This is an enabling move, designed to allow:
* Futures resolution in and between interpolated strings
* Interpolation of hash elements into strings
* Removal of certain order-dependent paths
* Further modularization of the lexer/parser
The key change is switching from viewing strings with interpolation
as single lexical entities (which await later special case processing)
to viewing them as formulas for constructing strings, with the internal
structure of the string exposed by the parser.
Thus a string like:
"Hello $name, are you enjoying ${language_feature}?"
internally becomes something like:
concat("Hello ",$name,", are you enjoying ",$language_feature,"?")
where "concat" is an internal string concatenation function.
A few test cases to show the user observable effects of this change:
notice("string with ${'a nested single quoted string'} inside it.")
$v2 = 3+4
notice("string with ${['an array ',3,'+',4,'=',$v2]} in it.")
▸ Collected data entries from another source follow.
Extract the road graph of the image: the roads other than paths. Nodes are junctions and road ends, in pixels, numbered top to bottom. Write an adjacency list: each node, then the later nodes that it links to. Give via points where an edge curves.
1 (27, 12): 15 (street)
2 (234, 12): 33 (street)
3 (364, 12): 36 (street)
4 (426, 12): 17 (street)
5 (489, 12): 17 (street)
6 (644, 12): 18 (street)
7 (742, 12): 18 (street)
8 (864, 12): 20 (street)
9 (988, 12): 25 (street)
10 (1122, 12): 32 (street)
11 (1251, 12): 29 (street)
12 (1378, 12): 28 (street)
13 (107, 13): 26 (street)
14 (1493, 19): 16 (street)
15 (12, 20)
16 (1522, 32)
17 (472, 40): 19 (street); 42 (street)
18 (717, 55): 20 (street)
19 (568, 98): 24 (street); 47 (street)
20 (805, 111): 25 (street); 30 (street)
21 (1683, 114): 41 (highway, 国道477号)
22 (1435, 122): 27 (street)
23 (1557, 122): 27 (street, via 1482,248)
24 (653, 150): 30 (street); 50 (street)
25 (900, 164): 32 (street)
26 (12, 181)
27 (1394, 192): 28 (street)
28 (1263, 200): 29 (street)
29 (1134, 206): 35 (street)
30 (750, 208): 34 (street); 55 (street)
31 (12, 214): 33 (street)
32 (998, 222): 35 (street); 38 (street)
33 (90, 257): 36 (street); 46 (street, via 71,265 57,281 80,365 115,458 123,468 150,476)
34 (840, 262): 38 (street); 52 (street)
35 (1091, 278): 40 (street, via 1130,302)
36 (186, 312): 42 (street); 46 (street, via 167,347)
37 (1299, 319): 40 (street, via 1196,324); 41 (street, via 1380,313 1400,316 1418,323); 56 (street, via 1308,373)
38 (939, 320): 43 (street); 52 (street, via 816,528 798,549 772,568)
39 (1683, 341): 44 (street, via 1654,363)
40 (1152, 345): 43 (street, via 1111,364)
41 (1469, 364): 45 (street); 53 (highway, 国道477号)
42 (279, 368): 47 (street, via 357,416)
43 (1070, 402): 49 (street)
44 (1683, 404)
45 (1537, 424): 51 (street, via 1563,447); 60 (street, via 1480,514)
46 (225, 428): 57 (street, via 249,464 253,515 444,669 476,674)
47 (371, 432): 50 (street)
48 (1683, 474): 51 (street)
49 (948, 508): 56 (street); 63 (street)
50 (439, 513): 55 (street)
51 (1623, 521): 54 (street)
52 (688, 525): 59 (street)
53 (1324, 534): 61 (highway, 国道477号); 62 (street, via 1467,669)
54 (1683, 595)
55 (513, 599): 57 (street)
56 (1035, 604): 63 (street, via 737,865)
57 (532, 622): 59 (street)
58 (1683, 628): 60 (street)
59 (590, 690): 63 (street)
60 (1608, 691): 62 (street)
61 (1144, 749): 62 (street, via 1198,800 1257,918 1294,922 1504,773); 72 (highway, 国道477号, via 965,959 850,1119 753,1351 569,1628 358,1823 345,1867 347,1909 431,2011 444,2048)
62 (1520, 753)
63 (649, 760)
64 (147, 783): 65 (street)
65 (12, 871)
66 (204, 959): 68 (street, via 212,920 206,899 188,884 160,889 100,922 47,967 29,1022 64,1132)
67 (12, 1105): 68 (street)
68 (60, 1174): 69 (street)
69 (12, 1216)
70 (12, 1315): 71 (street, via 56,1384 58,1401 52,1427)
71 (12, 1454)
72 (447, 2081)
notice("string with ${(3+5)/4} nested math ops in it.")
...and so forth.
The key changes in the internals are:
* Unification of SQTEXT and DQTEXT into a new token type STRING (since
nothing past the lexer cares about the distinction.
* Creation of several new token types to represent the components of
an interpolated string:
DQPRE The initial portion of an interpolated string
DQMID The portion of a string betwixt two interpolations
DQPOST The final portion of an interpolated string
DQCONT The as-yet-unlexed portion after an interpolation
Thus, in the example above (phantom curly braces added for clarity),
DQPRE "Hello ${
DQMID }, are you enjoying ${
DQPOST }?"
DQCONT is a bookkeeping token and is never generated.
* Creation of a DOLLAR_VAR token to strip the "$" off of variables
with explicit dollar signs, so that the VARIABLEs produced from
things like "Test ${x}" (where the "$" has already been consumed)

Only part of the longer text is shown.